[Extracted data entries]
···
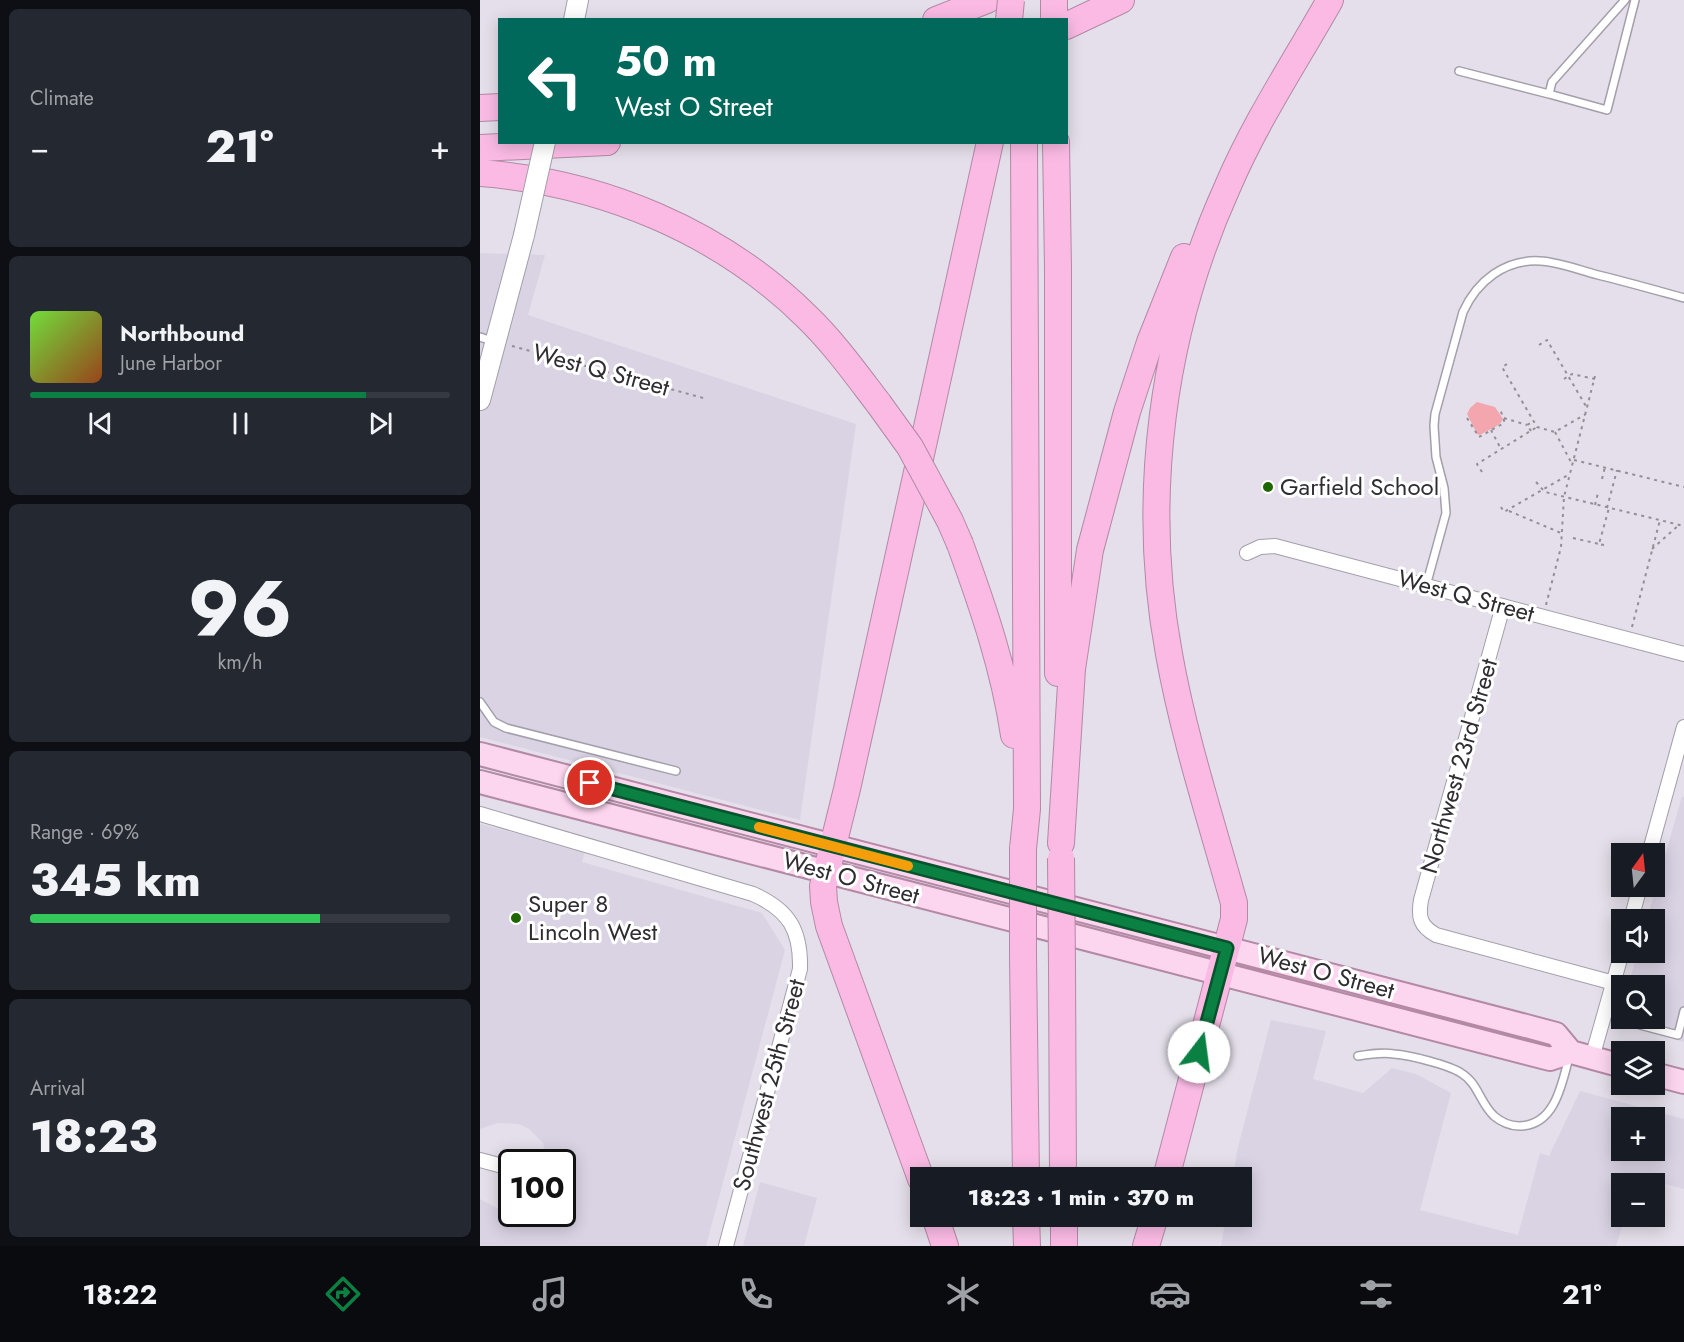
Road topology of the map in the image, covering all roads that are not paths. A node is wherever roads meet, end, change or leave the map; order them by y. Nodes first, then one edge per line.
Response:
1 (578, 0) edge
2 (987, 0) edge
3 (1011, 0) edge
4 (1023, 0) edge
5 (1029, 0) edge
6 (1054, 0) edge
7 (1121, 0) edge
8 (1329, 0) edge
9 (1625, 0) edge
10 (1635, 0) edge
11 (574, 18) edge
12 (941, 18) edge
13 (987, 18) edge
14 (1009, 18) edge
15 (1023, 18) edge
16 (1054, 18) edge
17 (1068, 25) edge
18 (1459, 70) dead end
19 (1549, 94) junction
20 (498, 107) edge
21 (480, 108) edge
22 (545, 144) edge
23 (565, 144) edge
24 (990, 144) edge
25 (1024, 144) edge
26 (1056, 144) edge
27 (480, 148) edge
28 (480, 173) edge
29 (1684, 298) edge
30 (487, 339) edge
31 (480, 400) edge
32 (1042, 420) junction
33 (1247, 553) dead end
34 (1426, 586) junction
35 (1503, 606) junction
36 (1684, 654) edge
37 (480, 702) edge
38 (1684, 728) edge
39 (480, 754) edge
40 (676, 771) dead end
41 (480, 782) edge
42 (480, 814) edge
43 (1652, 843) edge
44 (832, 846) junction
45 (1023, 849) junction
46 (1061, 850) junction
47 (826, 872) junction
48 (1227, 948) junction
49 (1220, 974) junction
50 (1611, 982) edge
51 (1611, 990) edge
52 (1684, 1011) edge
53 (1655, 1029) edge
54 (1581, 1055) junction
55 (1358, 1056) dead end
56 (1611, 1063) edge
57 (1665, 1077) edge
58 (1684, 1082) edge
59 (480, 1160) edge
60 (498, 1165) edge
61 (917, 1167) edge
62 (1026, 1167) edge
63 (1063, 1167) edge
64 (1169, 1167) edge
65 (939, 1227) edge
66 (1026, 1227) edge
67 (1064, 1227) edge
68 (1152, 1227) edge
69 (726, 1246) edge
70 (945, 1246) edge
71 (1027, 1246) edge
72 (1064, 1246) edge
73 (1146, 1246) edge

1 - 11 street
2 - 12 highway
3 - 14 highway, bridge
4 - 15 highway
5 - 13 highway
6 - 16 highway
7 - 17 highway
8 - 46 highway
8 - 48 highway
9 - 19 lane
10 - 19 lane
18 - 19 lane
20 - 21 highway
22 - 30 street, bridge
23 - 27 highway
24 - 44 highway
25 - 32 highway
26 - 32 highway
28 - 45 highway, bridge
29 - 34 lane
30 - 31 street
32 - 45 highway
32 - 46 highway
33 - 34 street, West Q Street
34 - 35 street, West Q Street
35 - 36 street, West Q Street
35 - 50 street, Northwest 23rd Street
37 - 40 lane
38 - 43 street
39 - 44 main road, West O Street
41 - 47 main road, West O Street
42 - 69 street, Southwest 25th Street
44 - 47 highway
44 - 48 main road, West O Street
45 - 62 highway, bridge
46 - 63 highway, bridge
47 - 49 main road, West O Street
47 - 61 highway
48 - 49 highway
48 - 54 main road, West O Street
49 - 54 main road, West O Street
49 - 64 highway
51 - 54 street
52 - 53 lane
54 - 55 lane
54 - 56 main road, West O Street
57 - 58 main road
59 - 60 street
65 - 70 highway
66 - 71 highway
67 - 72 highway
68 - 73 highway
···
Repeat the records above exactly. Pictures do not belong in the copy.

Road topology of the map in the image, covering all roads that are not paths. A node is wherever roads meet, end, change or leave the map; order them by y. Nodes first, then one edge per line.
Response:
1 (578, 0) edge
2 (987, 0) edge
3 (1011, 0) edge
4 (1023, 0) edge
5 (1029, 0) edge
6 (1054, 0) edge
7 (1121, 0) edge
8 (1329, 0) edge
9 (1625, 0) edge
10 (1635, 0) edge
11 (574, 18) edge
12 (941, 18) edge
13 (987, 18) edge
14 (1009, 18) edge
15 (1023, 18) edge
16 (1054, 18) edge
17 (1068, 25) edge
18 (1459, 70) dead end
19 (1549, 94) junction
20 (498, 107) edge
21 (480, 108) edge
22 (545, 144) edge
23 (565, 144) edge
24 (990, 144) edge
25 (1024, 144) edge
26 (1056, 144) edge
27 (480, 148) edge
28 (480, 173) edge
29 (1684, 298) edge
30 (487, 339) edge
31 (480, 400) edge
32 (1042, 420) junction
33 (1247, 553) dead end
34 (1426, 586) junction
35 (1503, 606) junction
36 (1684, 654) edge
37 (480, 702) edge
38 (1684, 728) edge
39 (480, 754) edge
40 (676, 771) dead end
41 (480, 782) edge
42 (480, 814) edge
43 (1652, 843) edge
44 (832, 846) junction
45 (1023, 849) junction
46 (1061, 850) junction
47 (826, 872) junction
48 (1227, 948) junction
49 (1220, 974) junction
50 (1611, 982) edge
51 (1611, 990) edge
52 (1684, 1011) edge
53 (1655, 1029) edge
54 (1581, 1055) junction
55 (1358, 1056) dead end
56 (1611, 1063) edge
57 (1665, 1077) edge
58 (1684, 1082) edge
59 (480, 1160) edge
60 (498, 1165) edge
61 (917, 1167) edge
62 (1026, 1167) edge
63 (1063, 1167) edge
64 (1169, 1167) edge
65 (939, 1227) edge
66 (1026, 1227) edge
67 (1064, 1227) edge
68 (1152, 1227) edge
69 (726, 1246) edge
70 (945, 1246) edge
71 (1027, 1246) edge
72 (1064, 1246) edge
73 (1146, 1246) edge

1 - 11 street
2 - 12 highway
3 - 14 highway, bridge
4 - 15 highway
5 - 13 highway
6 - 16 highway
7 - 17 highway
8 - 46 highway
8 - 48 highway
9 - 19 lane
10 - 19 lane
18 - 19 lane
20 - 21 highway
22 - 30 street, bridge
23 - 27 highway
24 - 44 highway
25 - 32 highway
26 - 32 highway
28 - 45 highway, bridge
29 - 34 lane
30 - 31 street
32 - 45 highway
32 - 46 highway
33 - 34 street, West Q Street
34 - 35 street, West Q Street
35 - 36 street, West Q Street
35 - 50 street, Northwest 23rd Street
37 - 40 lane
38 - 43 street
39 - 44 main road, West O Street
41 - 47 main road, West O Street
42 - 69 street, Southwest 25th Street
44 - 47 highway
44 - 48 main road, West O Street
45 - 62 highway, bridge
46 - 63 highway, bridge
47 - 49 main road, West O Street
47 - 61 highway
48 - 49 highway
48 - 54 main road, West O Street
49 - 54 main road, West O Street
49 - 64 highway
51 - 54 street
52 - 53 lane
54 - 55 lane
54 - 56 main road, West O Street
57 - 58 main road
59 - 60 street
65 - 70 highway
66 - 71 highway
67 - 72 highway
68 - 73 highway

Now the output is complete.